Me: "Shhh...I'm trying to connect with the universe right now. Go away we'll talk later."
Child momentarily pauses.
Child: "Why?"
Me: "Because I want to achieve inner peace."
Child: "Why?"
Me: "Because I think it will help me be a happier person."
Child: "Why?"
Me: "Because being able to find stillness within the chaos that is...wait, I'm not thinking now!"
Child: "Why?"
Me: "Alright, no seriously you have to go away."
Child moves dejectedly to a corner for a brief pout.
Me: "Oh man she is tough to get rid of. Good thing I'm not thinking now."
Then, seeing my obvious weaknesses, the child pounces upon my non-thinkingness again.
Child: "Po? Po? Po! I'm hungry. And bored."

...
And it's about now that either Eye of the Tiger or that song from Mulan (Look at me/I will never pass for a perfect bride/or a perfect daughter) start playing, scratched-record-like, repeatedly in my head.

When I finally look down at the timer, certain that it must be broken, that hours have passed, it has been--dear lord--4.5 minutes.

But I know that I should try this again, and keep in mind that it's called a meditation practice for a reason. It can take years and years of daily intention to find even five minutes of a stilling of the mind. There are all sorts of useful techniques that are out there to help qualm the drooling monkey children that play so freely in our heads.

Because despite the hurdles I have encountered with meditation, I have also caught glimpses of quiet. Though they have been transient and elusive, they suggest a goal worth striving for.

I could totally dig some humming with the universe.

So maybe, just maybe, it's time to try again?

3 comments:

Marisa said...

Can totally relate. UNTIL I found what worked for me. As soon as I wake up in the morning, while I am still lying in bed in sivasana, I slap on some headphones and listen to a guided visualization for 20-30 minutes. I've done it almost every day for over three years now and I start my day in bliss not bleh.

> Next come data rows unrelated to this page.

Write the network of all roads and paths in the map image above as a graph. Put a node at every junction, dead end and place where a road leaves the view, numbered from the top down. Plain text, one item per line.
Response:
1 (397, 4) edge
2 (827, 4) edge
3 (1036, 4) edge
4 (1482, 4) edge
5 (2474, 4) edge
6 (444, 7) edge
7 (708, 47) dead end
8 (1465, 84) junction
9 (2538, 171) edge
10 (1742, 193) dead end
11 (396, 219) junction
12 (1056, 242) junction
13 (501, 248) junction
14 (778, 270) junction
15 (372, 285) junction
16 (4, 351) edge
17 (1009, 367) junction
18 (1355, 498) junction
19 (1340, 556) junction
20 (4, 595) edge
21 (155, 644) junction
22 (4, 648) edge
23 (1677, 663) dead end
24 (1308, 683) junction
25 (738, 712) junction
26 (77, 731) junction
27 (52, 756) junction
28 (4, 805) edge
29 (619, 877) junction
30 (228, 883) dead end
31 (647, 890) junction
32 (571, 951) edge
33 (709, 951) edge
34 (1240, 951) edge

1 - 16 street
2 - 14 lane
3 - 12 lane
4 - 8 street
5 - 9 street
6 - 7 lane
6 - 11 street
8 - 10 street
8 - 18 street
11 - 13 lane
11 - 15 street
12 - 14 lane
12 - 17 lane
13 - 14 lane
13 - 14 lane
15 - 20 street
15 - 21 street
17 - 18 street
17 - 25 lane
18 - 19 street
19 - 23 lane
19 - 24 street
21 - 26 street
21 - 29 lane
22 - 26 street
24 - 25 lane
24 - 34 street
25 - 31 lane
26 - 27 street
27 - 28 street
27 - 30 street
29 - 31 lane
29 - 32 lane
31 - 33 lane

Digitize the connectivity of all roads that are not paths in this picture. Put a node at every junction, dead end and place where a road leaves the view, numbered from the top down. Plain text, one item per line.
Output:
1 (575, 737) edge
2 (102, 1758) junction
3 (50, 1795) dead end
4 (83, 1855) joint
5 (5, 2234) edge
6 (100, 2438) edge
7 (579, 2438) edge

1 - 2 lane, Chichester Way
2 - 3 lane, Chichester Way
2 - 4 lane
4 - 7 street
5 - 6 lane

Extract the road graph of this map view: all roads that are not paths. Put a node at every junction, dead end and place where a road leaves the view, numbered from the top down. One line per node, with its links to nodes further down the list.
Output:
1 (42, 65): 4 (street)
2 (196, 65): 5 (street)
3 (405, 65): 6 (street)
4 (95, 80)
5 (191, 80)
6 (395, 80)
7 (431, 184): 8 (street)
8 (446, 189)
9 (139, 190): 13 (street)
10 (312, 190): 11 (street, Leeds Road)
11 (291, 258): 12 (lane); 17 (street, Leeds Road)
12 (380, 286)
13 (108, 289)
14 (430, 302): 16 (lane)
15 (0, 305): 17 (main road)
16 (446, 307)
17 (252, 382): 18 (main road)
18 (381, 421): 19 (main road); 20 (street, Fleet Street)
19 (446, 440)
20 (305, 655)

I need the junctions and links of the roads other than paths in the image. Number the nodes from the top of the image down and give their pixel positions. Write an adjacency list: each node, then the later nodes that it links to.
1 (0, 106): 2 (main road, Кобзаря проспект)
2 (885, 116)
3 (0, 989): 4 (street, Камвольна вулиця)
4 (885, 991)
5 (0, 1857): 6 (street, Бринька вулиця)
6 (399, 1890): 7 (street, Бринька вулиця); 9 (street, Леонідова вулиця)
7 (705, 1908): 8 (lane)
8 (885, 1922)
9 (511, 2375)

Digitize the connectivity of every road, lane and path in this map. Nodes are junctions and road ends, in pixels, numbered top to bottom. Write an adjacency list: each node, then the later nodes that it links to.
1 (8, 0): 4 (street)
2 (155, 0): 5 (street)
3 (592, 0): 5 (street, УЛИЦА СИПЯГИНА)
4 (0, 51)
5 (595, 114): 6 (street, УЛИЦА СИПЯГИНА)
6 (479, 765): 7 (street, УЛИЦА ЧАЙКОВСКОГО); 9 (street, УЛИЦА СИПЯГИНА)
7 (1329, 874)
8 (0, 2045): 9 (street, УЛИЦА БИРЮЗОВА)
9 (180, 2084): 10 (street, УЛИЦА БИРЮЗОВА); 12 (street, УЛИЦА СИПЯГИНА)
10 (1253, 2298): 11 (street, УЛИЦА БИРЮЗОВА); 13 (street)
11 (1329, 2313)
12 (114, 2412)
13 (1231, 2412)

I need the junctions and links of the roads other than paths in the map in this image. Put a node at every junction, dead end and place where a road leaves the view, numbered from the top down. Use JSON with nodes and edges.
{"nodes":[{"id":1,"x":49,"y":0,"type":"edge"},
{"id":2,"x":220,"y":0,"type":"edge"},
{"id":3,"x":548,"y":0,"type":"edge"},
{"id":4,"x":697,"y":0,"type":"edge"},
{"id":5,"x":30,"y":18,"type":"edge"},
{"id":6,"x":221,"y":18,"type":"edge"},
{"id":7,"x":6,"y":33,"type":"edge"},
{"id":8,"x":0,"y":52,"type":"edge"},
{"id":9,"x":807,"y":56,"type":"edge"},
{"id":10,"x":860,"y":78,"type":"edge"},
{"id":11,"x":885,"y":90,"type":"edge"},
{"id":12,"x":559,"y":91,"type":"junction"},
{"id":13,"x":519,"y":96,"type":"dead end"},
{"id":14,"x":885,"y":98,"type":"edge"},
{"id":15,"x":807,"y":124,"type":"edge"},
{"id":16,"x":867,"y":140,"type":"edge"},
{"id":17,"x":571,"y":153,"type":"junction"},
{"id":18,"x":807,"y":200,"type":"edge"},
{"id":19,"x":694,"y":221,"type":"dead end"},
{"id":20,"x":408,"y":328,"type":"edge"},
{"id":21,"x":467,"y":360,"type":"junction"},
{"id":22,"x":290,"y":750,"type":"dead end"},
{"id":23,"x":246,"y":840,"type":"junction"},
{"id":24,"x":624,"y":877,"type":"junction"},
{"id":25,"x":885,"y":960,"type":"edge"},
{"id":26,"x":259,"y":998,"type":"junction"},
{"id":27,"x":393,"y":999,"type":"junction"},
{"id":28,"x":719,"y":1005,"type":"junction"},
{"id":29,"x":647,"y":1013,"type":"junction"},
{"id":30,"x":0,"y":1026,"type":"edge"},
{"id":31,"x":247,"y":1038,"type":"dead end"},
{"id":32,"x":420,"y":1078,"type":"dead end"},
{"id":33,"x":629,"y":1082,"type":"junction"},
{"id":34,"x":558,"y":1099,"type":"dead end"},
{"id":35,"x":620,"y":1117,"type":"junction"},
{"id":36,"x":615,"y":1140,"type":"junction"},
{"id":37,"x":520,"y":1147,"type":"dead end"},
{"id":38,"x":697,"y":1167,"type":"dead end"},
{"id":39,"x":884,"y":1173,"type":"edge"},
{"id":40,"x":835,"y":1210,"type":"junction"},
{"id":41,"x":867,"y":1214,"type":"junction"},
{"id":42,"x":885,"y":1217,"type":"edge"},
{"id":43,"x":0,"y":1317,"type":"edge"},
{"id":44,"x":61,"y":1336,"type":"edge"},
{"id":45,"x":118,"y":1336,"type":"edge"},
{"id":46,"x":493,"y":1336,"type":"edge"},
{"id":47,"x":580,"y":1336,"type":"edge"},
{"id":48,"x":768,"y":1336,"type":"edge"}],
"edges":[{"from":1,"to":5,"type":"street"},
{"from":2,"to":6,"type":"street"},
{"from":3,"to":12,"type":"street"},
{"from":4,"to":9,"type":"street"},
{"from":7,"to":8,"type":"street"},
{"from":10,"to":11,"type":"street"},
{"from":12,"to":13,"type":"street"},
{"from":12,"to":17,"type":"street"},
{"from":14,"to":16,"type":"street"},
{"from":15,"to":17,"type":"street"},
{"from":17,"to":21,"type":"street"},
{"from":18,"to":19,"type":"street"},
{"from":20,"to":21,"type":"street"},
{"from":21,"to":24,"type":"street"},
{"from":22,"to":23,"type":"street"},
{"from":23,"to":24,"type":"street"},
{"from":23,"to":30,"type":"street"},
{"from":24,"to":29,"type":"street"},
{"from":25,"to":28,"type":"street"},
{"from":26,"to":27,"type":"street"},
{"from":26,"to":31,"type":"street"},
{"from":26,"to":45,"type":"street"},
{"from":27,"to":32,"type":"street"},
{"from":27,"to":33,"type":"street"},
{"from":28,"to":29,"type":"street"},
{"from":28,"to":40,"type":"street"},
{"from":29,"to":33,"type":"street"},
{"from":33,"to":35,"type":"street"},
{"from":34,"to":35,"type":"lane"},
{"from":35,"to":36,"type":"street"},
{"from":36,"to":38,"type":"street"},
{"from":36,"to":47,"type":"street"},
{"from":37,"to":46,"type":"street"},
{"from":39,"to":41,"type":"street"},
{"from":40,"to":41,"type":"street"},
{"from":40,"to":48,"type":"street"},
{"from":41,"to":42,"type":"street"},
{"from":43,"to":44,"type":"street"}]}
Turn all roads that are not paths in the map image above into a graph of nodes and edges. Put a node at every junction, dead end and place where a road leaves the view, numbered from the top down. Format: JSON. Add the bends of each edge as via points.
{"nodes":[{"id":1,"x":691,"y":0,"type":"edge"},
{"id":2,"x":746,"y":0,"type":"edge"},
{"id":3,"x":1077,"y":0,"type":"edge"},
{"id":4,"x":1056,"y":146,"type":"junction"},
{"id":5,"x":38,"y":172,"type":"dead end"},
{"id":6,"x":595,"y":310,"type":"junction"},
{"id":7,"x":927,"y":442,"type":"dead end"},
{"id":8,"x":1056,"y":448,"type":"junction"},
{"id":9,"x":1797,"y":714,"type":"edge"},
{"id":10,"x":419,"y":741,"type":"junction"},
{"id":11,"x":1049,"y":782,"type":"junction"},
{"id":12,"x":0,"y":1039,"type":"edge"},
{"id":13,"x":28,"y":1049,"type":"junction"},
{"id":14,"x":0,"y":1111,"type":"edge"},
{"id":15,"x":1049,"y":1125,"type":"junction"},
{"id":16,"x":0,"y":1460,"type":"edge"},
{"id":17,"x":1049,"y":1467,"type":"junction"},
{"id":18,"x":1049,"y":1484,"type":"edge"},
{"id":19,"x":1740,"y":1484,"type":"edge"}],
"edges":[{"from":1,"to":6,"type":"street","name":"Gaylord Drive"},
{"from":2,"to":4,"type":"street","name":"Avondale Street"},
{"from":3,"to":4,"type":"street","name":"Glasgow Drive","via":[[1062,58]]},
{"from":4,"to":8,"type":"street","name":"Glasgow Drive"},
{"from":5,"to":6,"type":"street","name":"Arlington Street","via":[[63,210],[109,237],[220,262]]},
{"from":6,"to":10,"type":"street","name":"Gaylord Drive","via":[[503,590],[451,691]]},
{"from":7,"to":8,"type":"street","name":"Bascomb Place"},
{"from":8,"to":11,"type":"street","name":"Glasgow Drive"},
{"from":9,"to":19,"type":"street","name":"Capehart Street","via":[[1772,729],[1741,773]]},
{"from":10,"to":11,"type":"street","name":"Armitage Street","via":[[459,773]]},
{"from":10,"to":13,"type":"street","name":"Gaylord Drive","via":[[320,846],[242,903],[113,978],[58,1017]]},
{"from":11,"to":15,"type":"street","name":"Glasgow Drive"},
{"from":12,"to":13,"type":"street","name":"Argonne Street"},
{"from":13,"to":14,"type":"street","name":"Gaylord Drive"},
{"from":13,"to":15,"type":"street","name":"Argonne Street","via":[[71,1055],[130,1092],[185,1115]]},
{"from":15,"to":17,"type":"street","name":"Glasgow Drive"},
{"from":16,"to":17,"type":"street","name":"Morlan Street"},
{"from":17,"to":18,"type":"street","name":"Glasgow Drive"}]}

I find I now can focus on breath and get to a calm place anytime I want (due to that pracitce piece you mentioned). And because I do it in the morning, I rarely fall asleep. Since I'm still in bed, it's totally warm and comfy, which gives it a nurturing (as opposed to torturingly sitting in lotus) quality. I truly don't believe there is only one way to meditate. For Gandhi it was sitting at a spinning wheel! Don't get so locked into the process that you forget the destination...

Shelley said...

Have you read Eat Pray Love by Elizabeth Gilbert? Practically 1/3 of the book is about her difficulties with meditation. It sounded very much like your post :)

Po said...

I have read Eat, Pray, Love! It's a wonderful book that really illustrated a lot of the struggles that I think we all face when attempting meditation (or any inner journey). It's a reassuring reminder that we are not alone, that countless people before us have successfully faced similar struggles.